> _What is being asked_: After finding the line with "357 816 moveto (日（水）) show" in the entries below, retype exactly each line from there through the line with "715 816 moveto (/JST) show", including that final line.
[Supplied material — start]
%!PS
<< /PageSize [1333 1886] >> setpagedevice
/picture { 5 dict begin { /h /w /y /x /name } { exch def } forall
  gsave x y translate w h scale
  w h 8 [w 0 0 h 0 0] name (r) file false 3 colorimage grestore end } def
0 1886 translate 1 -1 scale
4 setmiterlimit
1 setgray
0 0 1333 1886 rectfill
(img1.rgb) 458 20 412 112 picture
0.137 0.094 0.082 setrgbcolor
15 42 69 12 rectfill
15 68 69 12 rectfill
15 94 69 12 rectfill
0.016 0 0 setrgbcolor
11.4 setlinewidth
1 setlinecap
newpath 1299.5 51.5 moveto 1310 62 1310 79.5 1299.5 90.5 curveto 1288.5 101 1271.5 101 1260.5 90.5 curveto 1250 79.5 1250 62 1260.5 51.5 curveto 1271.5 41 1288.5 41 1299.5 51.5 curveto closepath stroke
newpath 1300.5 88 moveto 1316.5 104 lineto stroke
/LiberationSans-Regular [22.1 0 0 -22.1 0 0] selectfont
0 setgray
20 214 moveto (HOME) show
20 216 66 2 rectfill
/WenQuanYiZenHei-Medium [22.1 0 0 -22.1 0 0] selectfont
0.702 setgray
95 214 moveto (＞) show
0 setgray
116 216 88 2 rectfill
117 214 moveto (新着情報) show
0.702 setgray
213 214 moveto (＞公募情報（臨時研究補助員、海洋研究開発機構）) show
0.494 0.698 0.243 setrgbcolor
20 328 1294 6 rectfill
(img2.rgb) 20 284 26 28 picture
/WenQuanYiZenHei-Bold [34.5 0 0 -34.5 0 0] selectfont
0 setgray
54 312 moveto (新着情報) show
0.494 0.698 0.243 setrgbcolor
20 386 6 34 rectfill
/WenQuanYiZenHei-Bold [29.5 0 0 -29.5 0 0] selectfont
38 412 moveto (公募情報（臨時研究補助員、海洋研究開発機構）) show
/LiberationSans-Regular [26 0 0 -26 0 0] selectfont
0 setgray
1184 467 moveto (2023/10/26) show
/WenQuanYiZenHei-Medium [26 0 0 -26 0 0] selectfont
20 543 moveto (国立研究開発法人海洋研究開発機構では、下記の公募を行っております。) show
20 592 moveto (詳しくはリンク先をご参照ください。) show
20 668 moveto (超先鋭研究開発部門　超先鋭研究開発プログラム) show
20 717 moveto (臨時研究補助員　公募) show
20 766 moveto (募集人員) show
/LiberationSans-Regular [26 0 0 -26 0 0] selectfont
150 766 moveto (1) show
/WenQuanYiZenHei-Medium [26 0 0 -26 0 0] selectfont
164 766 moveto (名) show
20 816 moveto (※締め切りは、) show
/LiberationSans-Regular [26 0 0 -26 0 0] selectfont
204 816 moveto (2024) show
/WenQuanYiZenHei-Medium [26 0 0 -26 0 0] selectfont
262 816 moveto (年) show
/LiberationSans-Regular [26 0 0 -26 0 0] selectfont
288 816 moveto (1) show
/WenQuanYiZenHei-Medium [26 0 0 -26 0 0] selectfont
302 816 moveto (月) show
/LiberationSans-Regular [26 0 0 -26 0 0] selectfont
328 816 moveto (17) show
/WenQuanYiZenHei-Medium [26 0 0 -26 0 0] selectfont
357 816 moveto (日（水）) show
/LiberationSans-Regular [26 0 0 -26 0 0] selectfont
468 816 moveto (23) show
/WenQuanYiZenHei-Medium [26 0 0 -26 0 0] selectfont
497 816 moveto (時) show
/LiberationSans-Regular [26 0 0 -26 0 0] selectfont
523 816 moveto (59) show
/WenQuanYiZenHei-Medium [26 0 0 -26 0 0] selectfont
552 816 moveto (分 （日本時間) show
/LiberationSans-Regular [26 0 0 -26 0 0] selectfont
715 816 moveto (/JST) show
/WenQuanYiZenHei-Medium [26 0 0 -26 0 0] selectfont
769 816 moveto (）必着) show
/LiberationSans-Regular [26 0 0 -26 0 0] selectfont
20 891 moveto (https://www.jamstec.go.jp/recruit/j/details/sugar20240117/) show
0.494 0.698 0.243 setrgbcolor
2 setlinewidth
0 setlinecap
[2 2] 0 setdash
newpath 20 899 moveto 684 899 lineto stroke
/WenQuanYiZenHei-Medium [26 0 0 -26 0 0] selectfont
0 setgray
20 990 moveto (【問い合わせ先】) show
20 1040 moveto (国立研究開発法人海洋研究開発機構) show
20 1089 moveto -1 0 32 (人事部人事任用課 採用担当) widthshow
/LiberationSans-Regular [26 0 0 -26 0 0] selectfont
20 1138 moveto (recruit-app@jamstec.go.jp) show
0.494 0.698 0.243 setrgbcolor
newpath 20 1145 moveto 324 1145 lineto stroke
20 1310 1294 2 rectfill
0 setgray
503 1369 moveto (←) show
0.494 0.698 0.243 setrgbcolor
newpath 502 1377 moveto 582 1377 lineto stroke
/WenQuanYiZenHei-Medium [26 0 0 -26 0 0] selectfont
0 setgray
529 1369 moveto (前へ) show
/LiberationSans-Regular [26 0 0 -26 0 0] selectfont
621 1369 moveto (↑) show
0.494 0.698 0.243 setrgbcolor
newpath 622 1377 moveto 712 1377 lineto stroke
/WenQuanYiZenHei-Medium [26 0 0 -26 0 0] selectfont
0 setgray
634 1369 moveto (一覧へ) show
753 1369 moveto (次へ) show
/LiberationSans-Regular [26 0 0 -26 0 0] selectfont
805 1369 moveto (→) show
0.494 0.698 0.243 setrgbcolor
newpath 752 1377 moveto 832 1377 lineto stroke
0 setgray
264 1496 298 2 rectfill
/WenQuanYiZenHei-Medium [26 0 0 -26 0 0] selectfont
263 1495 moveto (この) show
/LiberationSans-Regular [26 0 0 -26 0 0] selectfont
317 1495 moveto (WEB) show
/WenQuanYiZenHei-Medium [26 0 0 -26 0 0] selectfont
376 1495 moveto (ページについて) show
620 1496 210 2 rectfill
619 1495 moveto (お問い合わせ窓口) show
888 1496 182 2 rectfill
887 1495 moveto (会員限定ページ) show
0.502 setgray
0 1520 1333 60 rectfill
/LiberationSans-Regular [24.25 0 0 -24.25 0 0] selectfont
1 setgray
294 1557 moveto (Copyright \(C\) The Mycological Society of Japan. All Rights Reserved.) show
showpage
[Supplied material — finish]
> _Task response_:
357 816 moveto (日（水）) show
/LiberationSans-Regular [26 0 0 -26 0 0] selectfont
468 816 moveto (23) show
/WenQuanYiZenHei-Medium [26 0 0 -26 0 0] selectfont
497 816 moveto (時) show
/LiberationSans-Regular [26 0 0 -26 0 0] selectfont
523 816 moveto (59) show
/WenQuanYiZenHei-Medium [26 0 0 -26 0 0] selectfont
552 816 moveto (分 （日本時間) show
/LiberationSans-Regular [26 0 0 -26 0 0] selectfont
715 816 moveto (/JST) show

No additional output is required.